Records for this task —
--- START ---
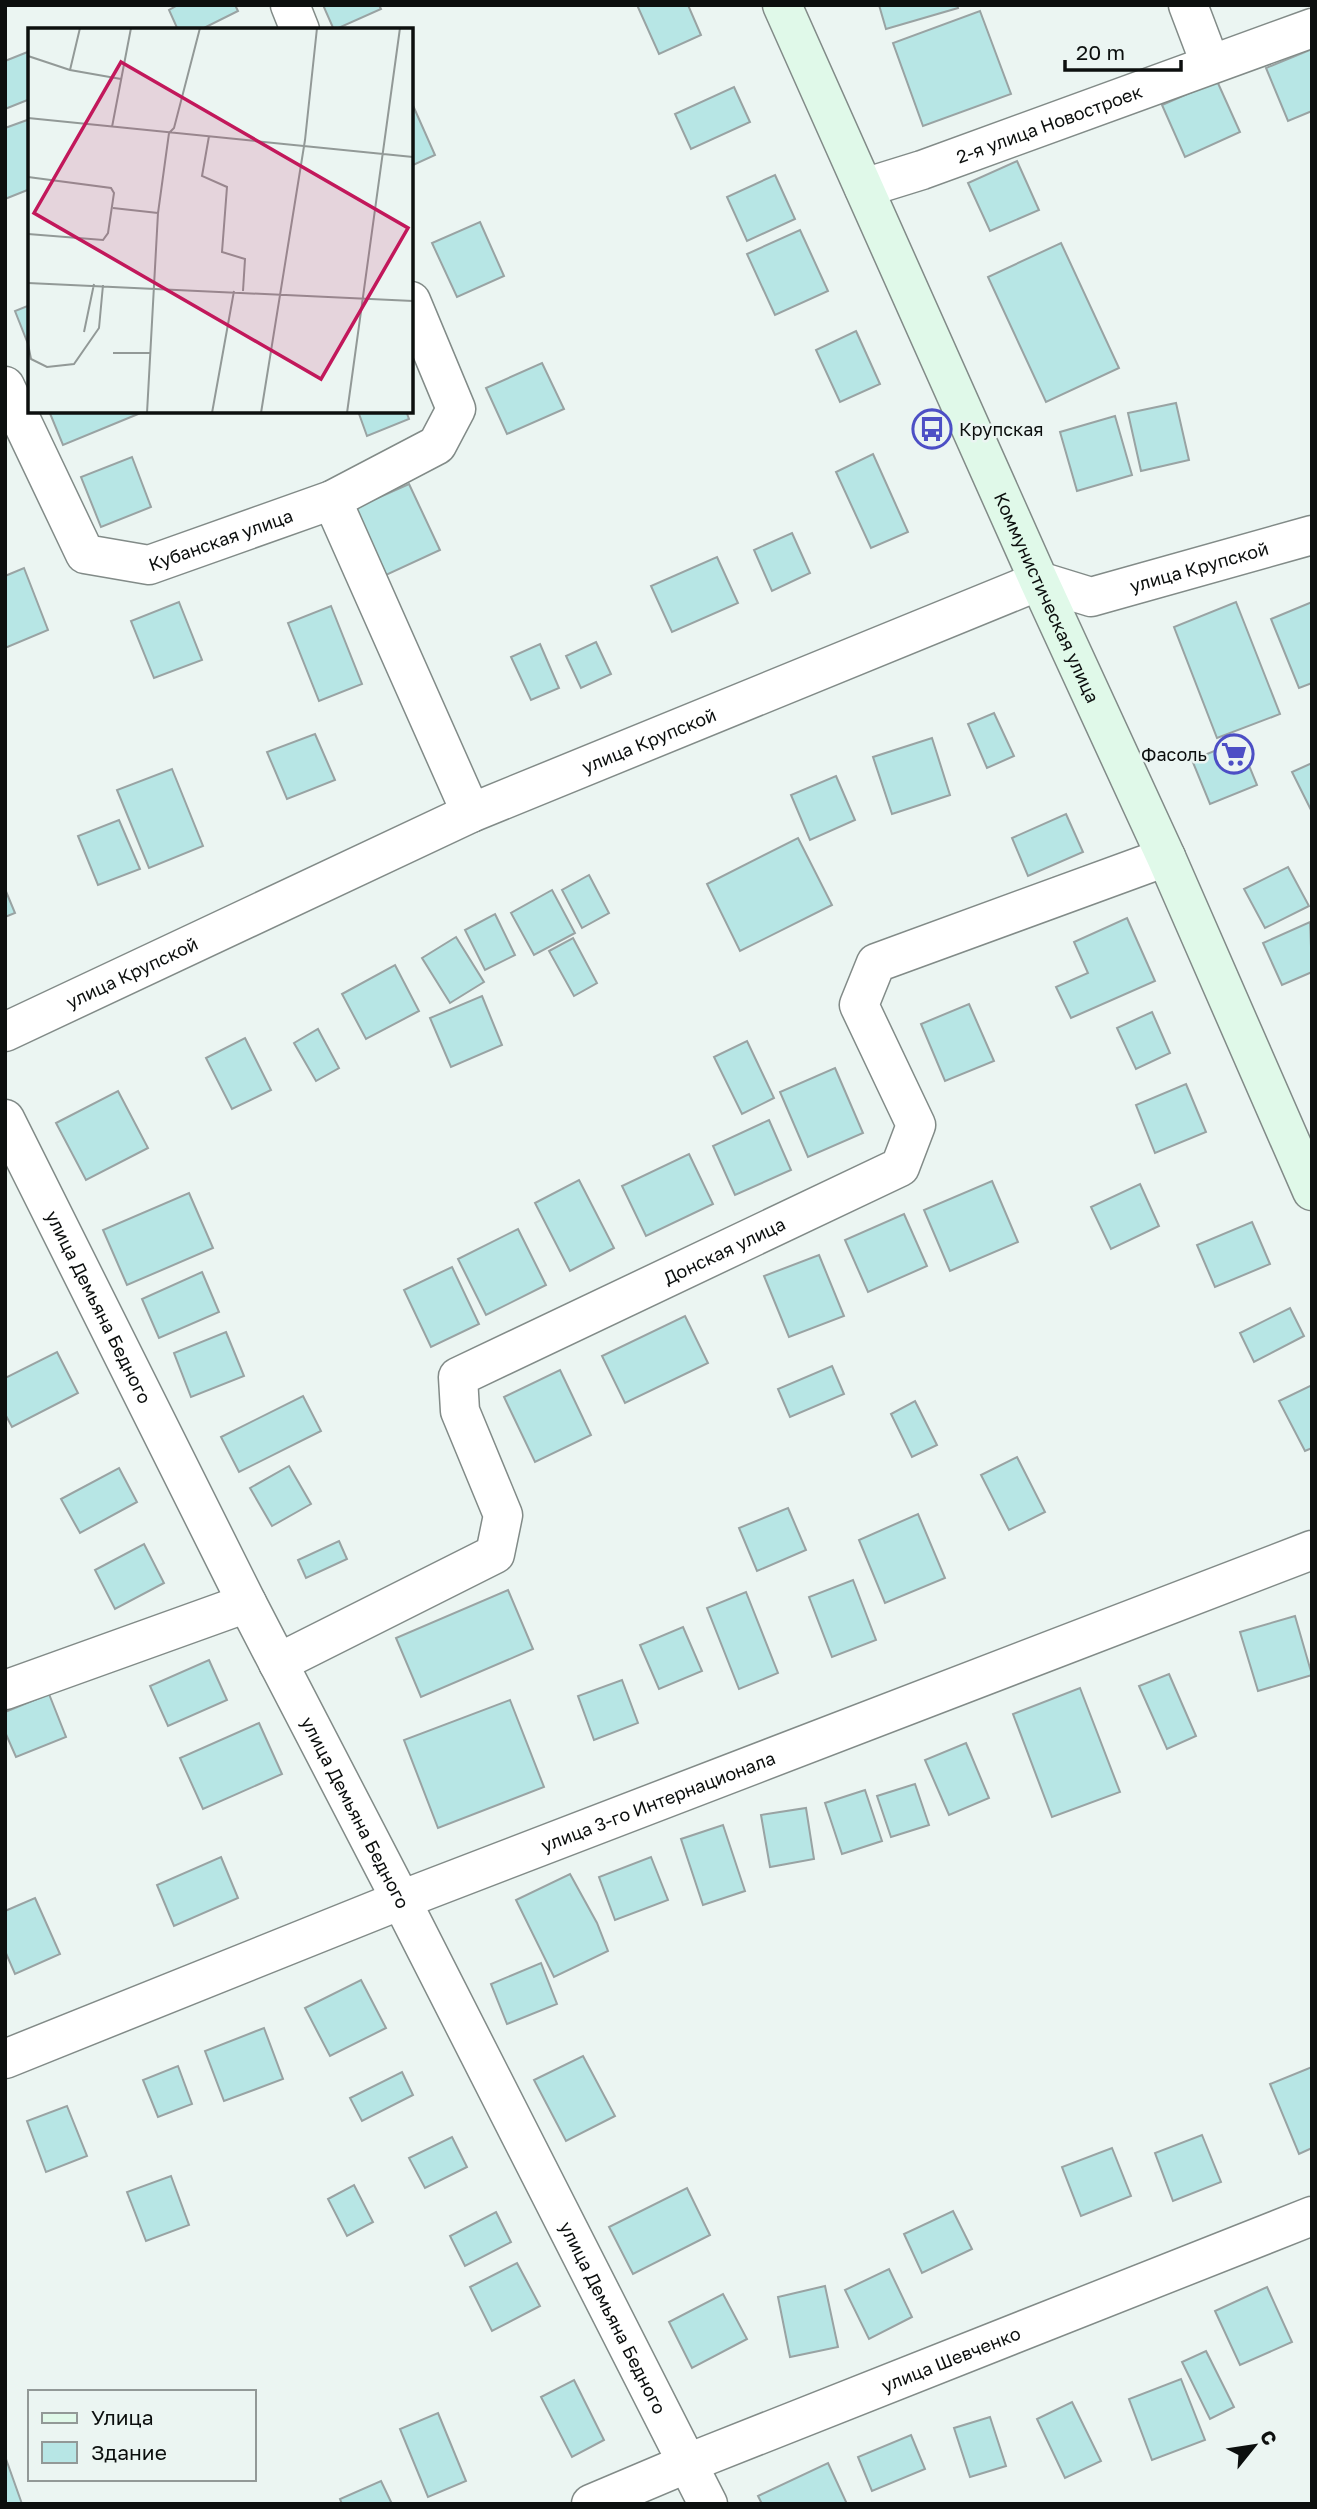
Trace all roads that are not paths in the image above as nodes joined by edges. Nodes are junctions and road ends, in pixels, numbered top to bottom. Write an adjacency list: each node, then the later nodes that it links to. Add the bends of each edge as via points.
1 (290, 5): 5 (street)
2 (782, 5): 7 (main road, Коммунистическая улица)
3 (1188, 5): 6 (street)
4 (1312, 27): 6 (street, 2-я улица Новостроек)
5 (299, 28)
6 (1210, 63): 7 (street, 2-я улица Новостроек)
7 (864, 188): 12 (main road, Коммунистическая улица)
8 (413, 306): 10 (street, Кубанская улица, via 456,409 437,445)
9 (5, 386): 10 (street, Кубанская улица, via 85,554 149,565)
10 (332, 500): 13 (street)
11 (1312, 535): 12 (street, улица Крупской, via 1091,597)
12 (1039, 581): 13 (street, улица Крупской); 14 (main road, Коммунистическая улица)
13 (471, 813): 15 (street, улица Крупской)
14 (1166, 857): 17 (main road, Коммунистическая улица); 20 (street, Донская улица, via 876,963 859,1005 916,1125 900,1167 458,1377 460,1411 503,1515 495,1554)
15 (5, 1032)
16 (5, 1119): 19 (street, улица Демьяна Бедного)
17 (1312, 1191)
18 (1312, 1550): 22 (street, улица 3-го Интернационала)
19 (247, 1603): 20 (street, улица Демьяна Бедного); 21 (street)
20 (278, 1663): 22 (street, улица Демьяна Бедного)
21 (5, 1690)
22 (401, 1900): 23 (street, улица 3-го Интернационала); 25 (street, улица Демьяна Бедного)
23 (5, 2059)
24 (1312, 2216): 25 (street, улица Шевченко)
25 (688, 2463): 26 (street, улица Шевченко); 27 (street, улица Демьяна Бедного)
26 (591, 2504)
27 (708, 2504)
--- END ---
--- START ---
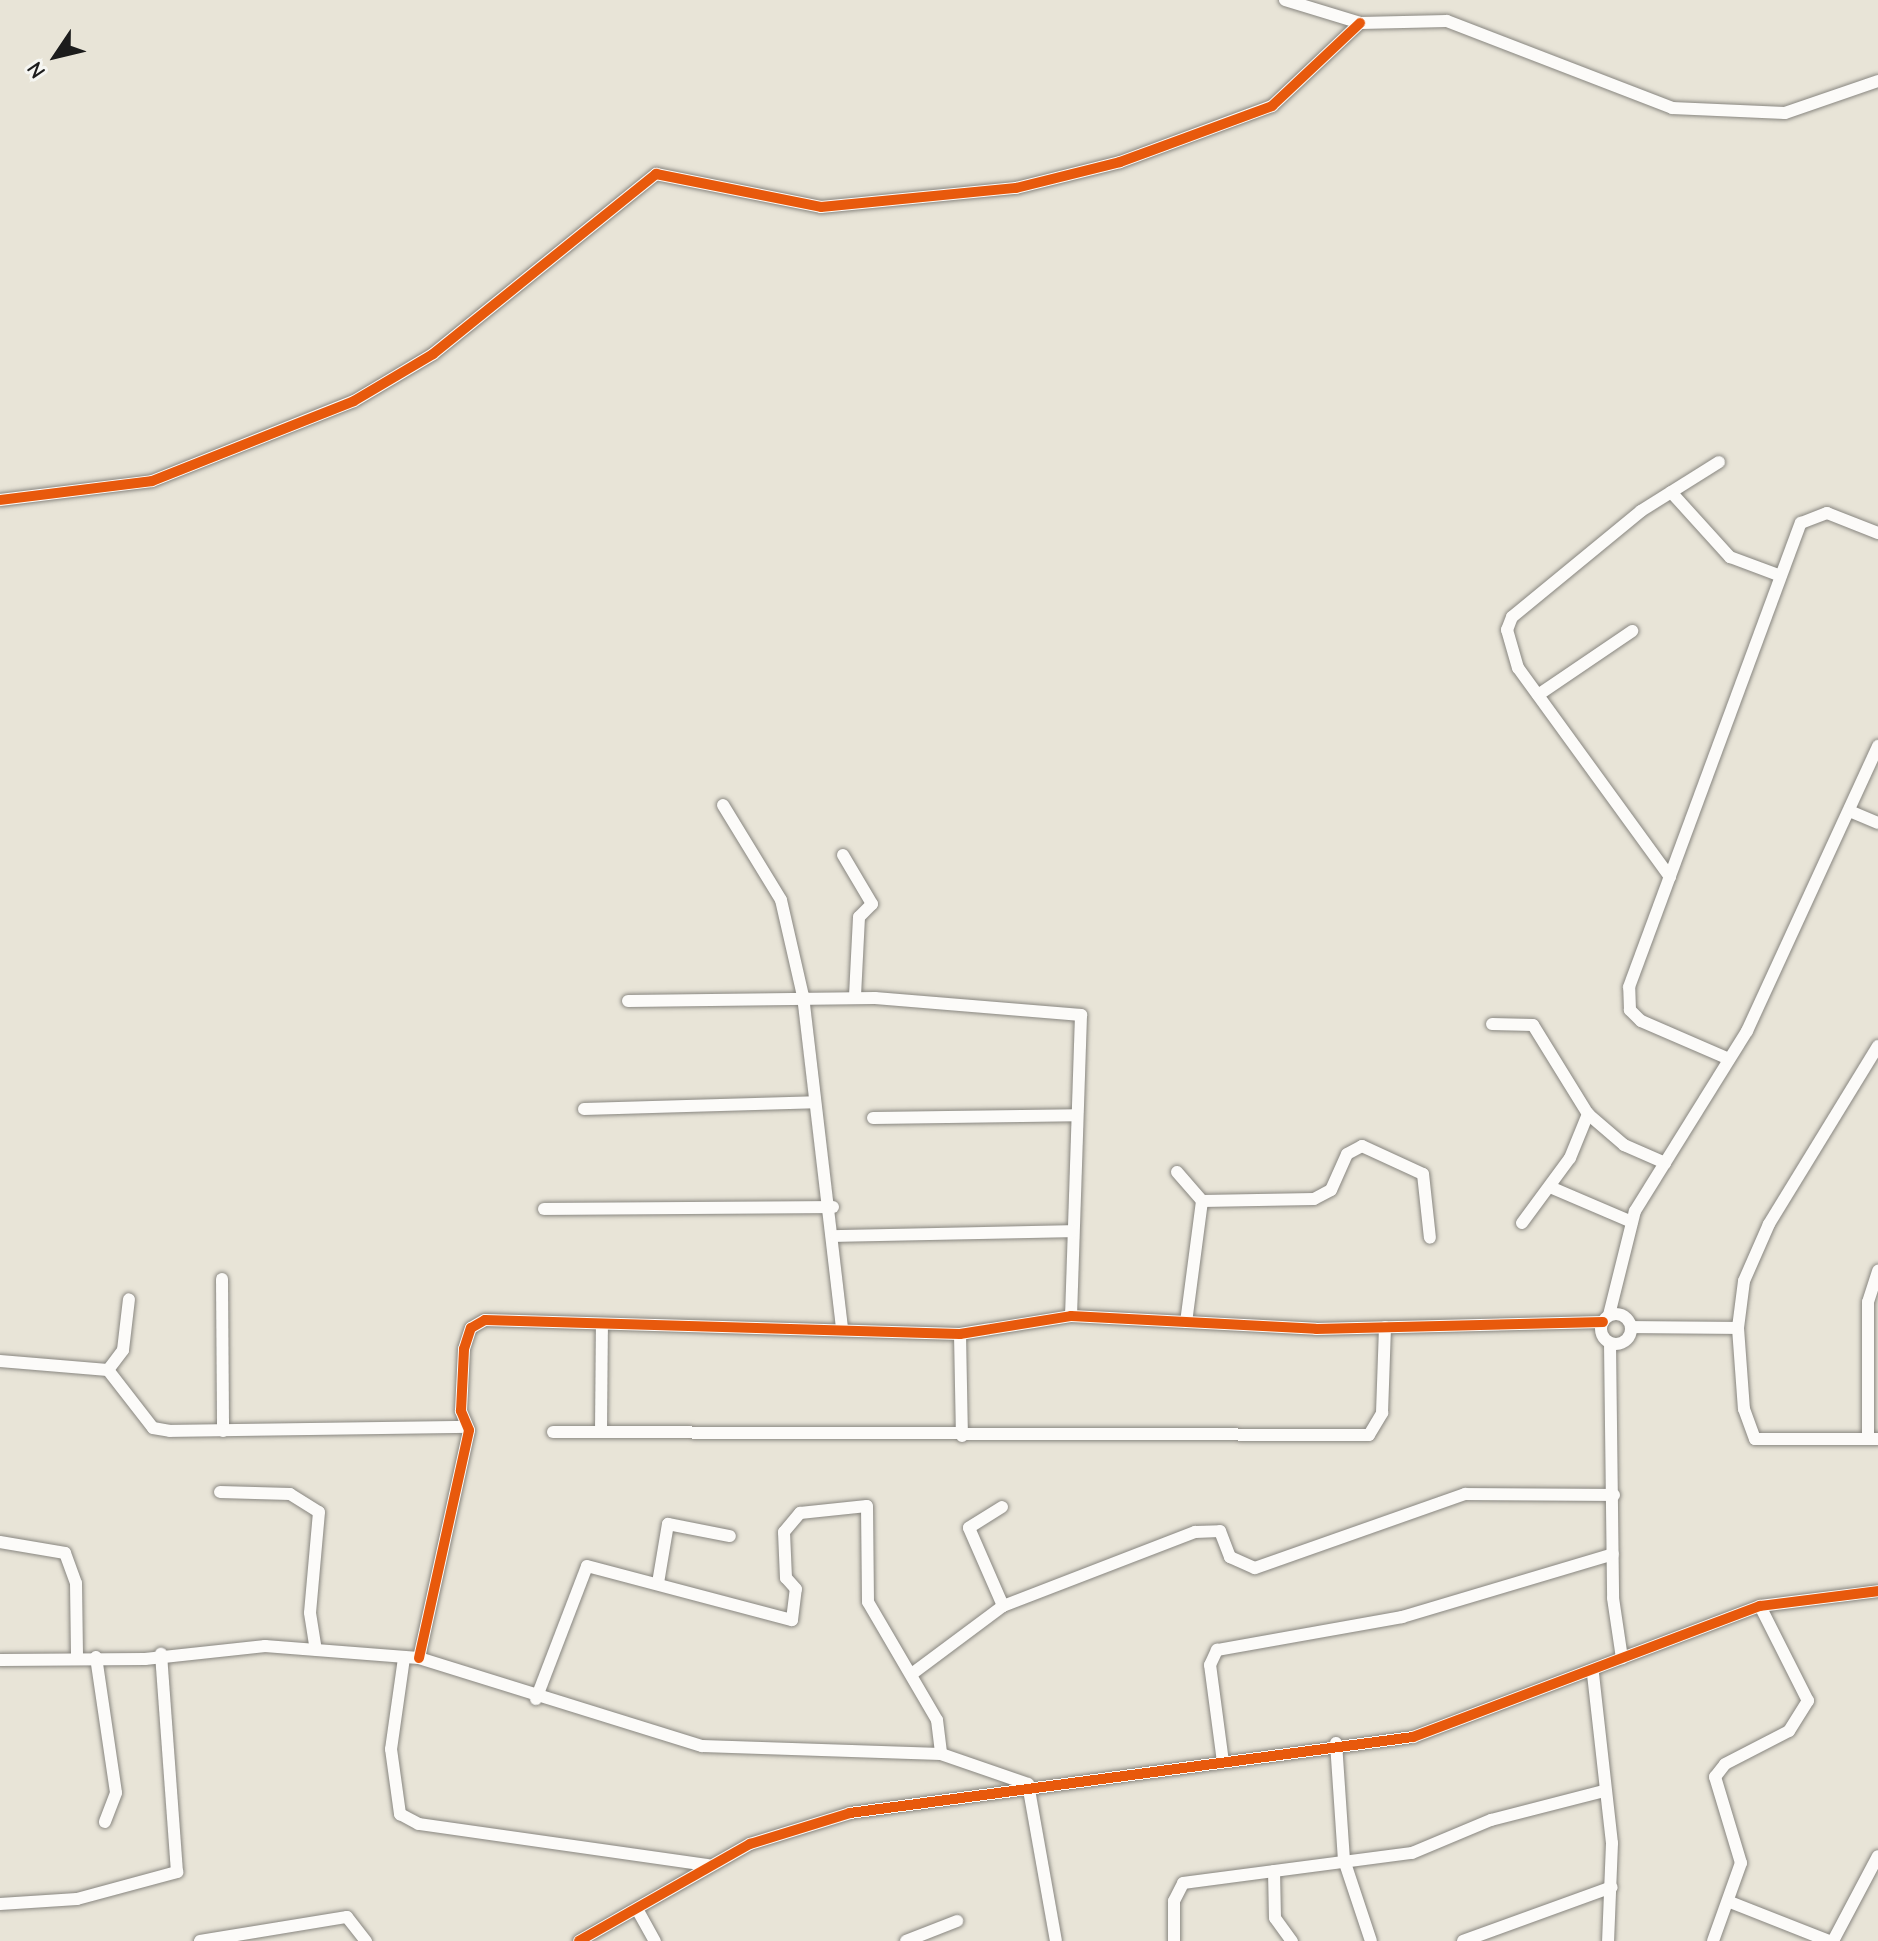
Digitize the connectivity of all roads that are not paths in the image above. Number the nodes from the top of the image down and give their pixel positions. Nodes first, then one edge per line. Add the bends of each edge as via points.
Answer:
--- END ---
--- START ---
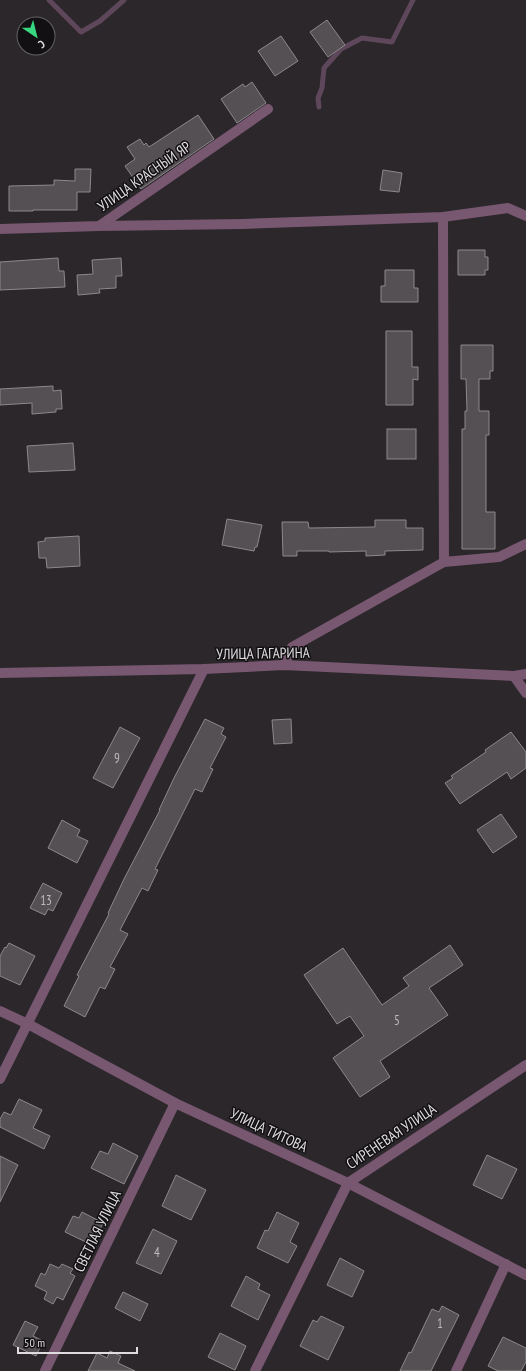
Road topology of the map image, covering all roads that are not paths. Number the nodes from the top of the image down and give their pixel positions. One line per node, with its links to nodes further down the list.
--- END ---
Task objective — Reproduce every line above that contains the string "their".

Result for this task —
Digitize the connectivity of all roads that are not paths in the image above. Number the nodes from the top of the image down and give their pixel positions. Nodes first, then one edge per line. Add the bends of each edge as via points.
Road topology of the map image, covering all roads that are not paths. Number the nodes from the top of the image down and give their pixel positions. One line per node, with its links to nodes further down the list.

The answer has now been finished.